You are right. The vendor prefixes are there to introduce new properties that they hope will be implemented in the standard. All those prefixes can change or disappear altogether and without notice.
However, this is a way for a browser vendor to test their code in real life. If it fails, they can change the prefix and try again till they get it right. You can't do that once it's standardized. In fact, there are a number of properties that have been implemented incorrectly and still exist today but were eventually fixed in the non-prefixed property.
But a developer is to then remove the prefixed property. Not complain about it and blame others for their decision to use it in the first place.
The Web was certainly working before that functionality, which should be considered beta feature anyways, and you could've waited till it was standardised. If we'll support each and every lousy developer on the world, things will surely get more complex and dirty. And no user will ditch a browser for some css not working, they'll use the other browser temporarily for that website. Throughout this thread people consider users as lousy, nagging, complaining, brain dead people that jump from one browser to another, but this is not the case. They're as smart as each and every dev here, they just don't know programming. I guess what's going on is that devs and amateurs make lousy stuff and go singig the song of the infedele users because they don't want to fix their things.
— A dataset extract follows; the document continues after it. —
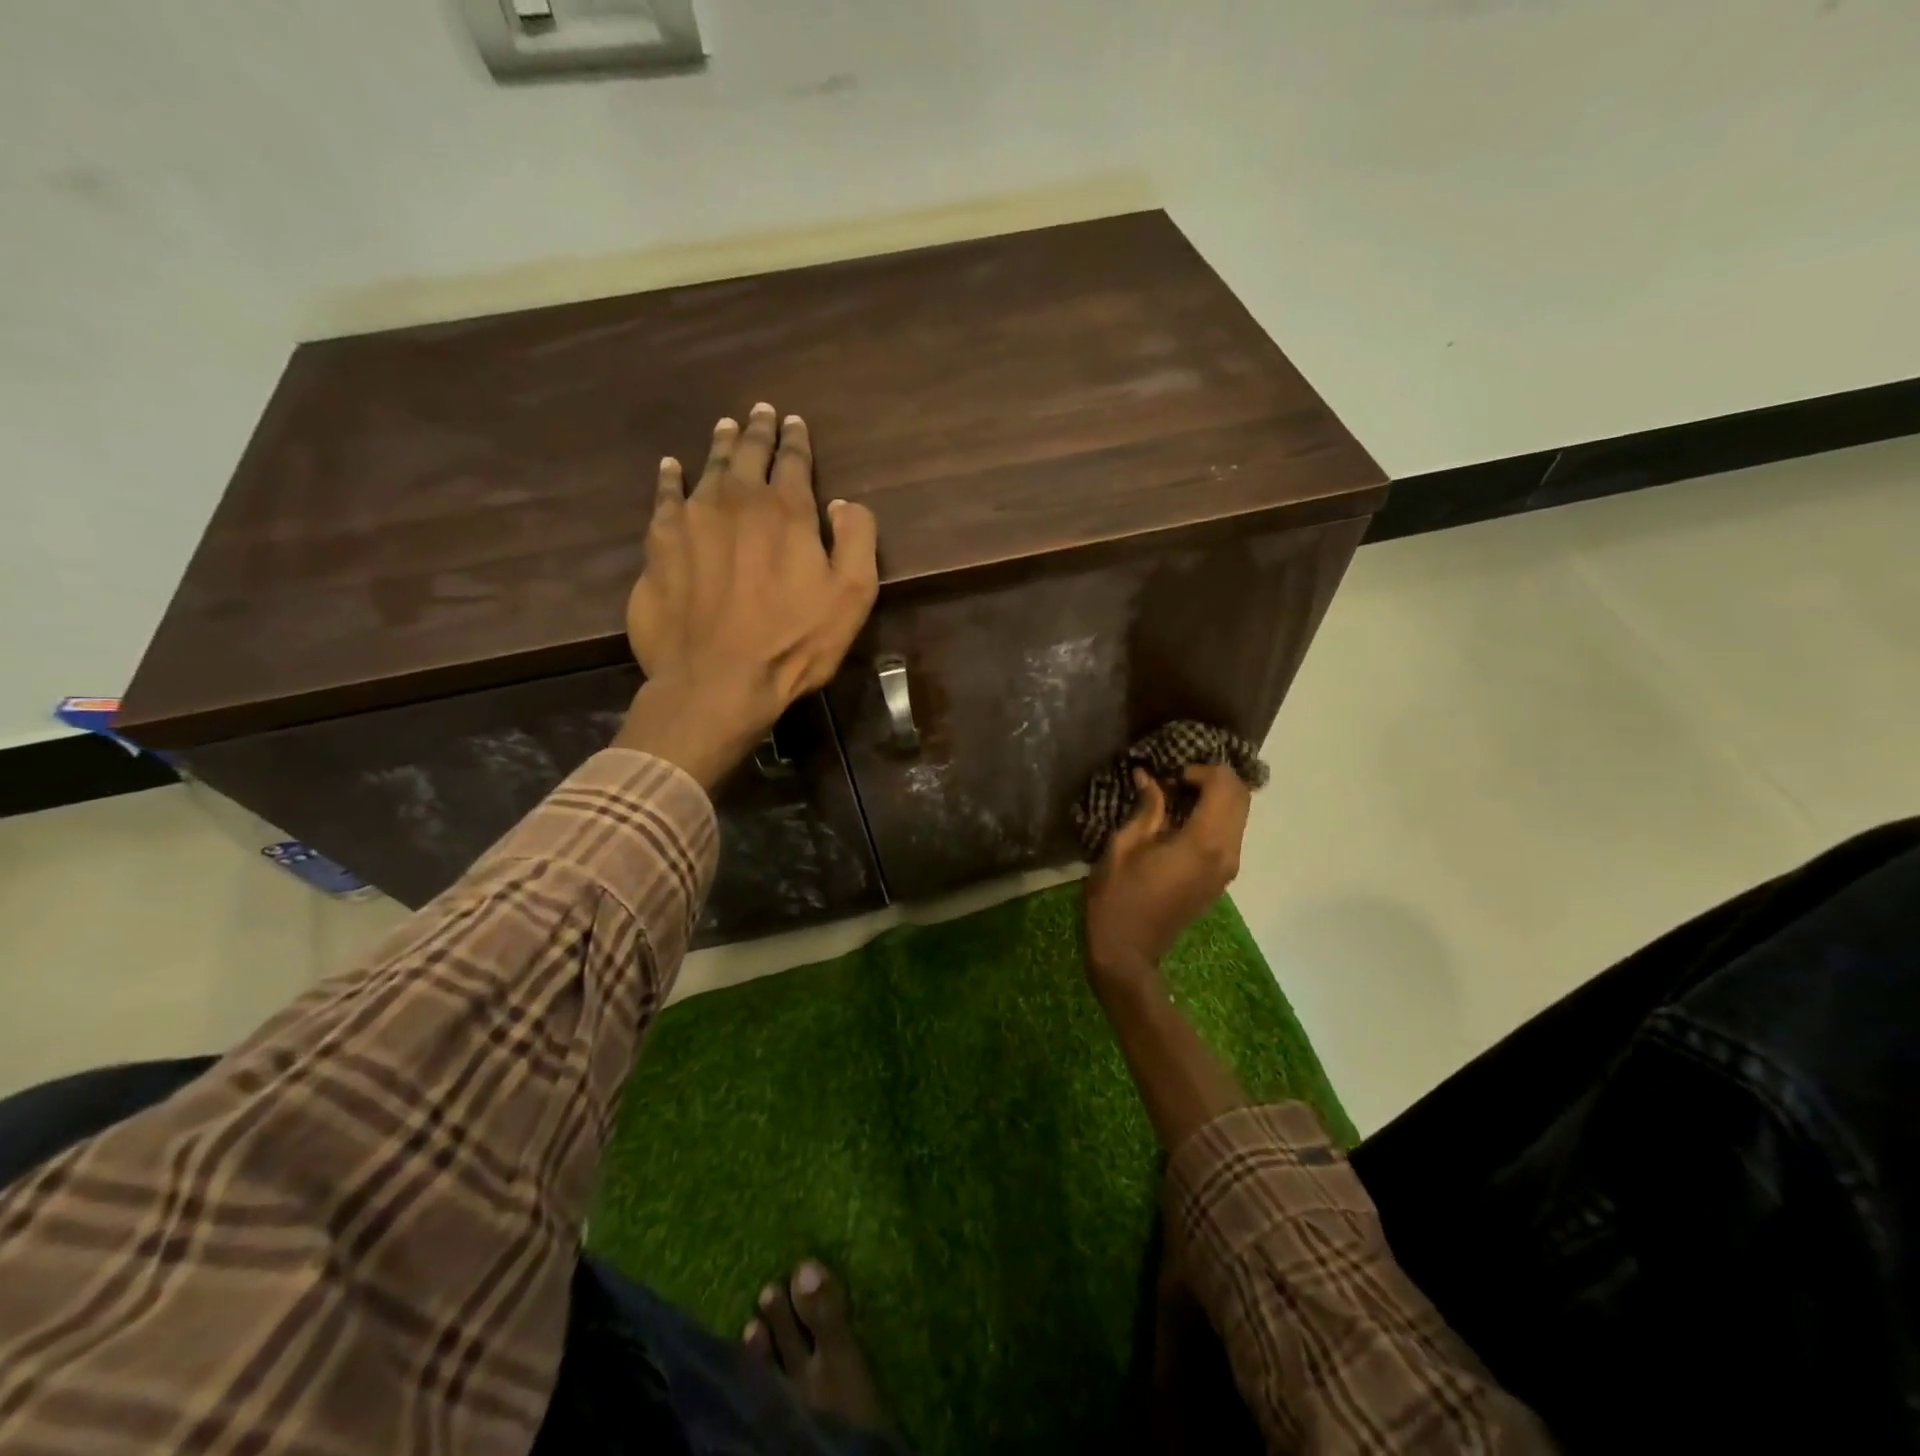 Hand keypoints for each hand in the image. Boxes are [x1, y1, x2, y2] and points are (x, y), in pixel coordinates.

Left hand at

Not exactly, as the functionality is experimental and subject to change. That was the whole point of the prefixes.
Syntax and behavior of css changed between proposals and early drafts of a new feature and the final result.
So without prefixes you'd have a single "XXX" CSS name that might get deprecated altogether (eg the name ends up XXY) or be defined to have different behavior (e.g. it remains XXX, but not it also makes the element bold rather than just italic).
However, this is a way for a browser vendor to test their code in real life. If it fails, they can change the prefix and try again till they get it right. You can't do that once it's standardized. In fact, there are a number of properties that have been implemented incorrectly and still exist today but were eventually fixed in the non-prefixed property.
But a developer is to then remove the prefixed property. Not complain about it and blame others for their decision to use it in the first place.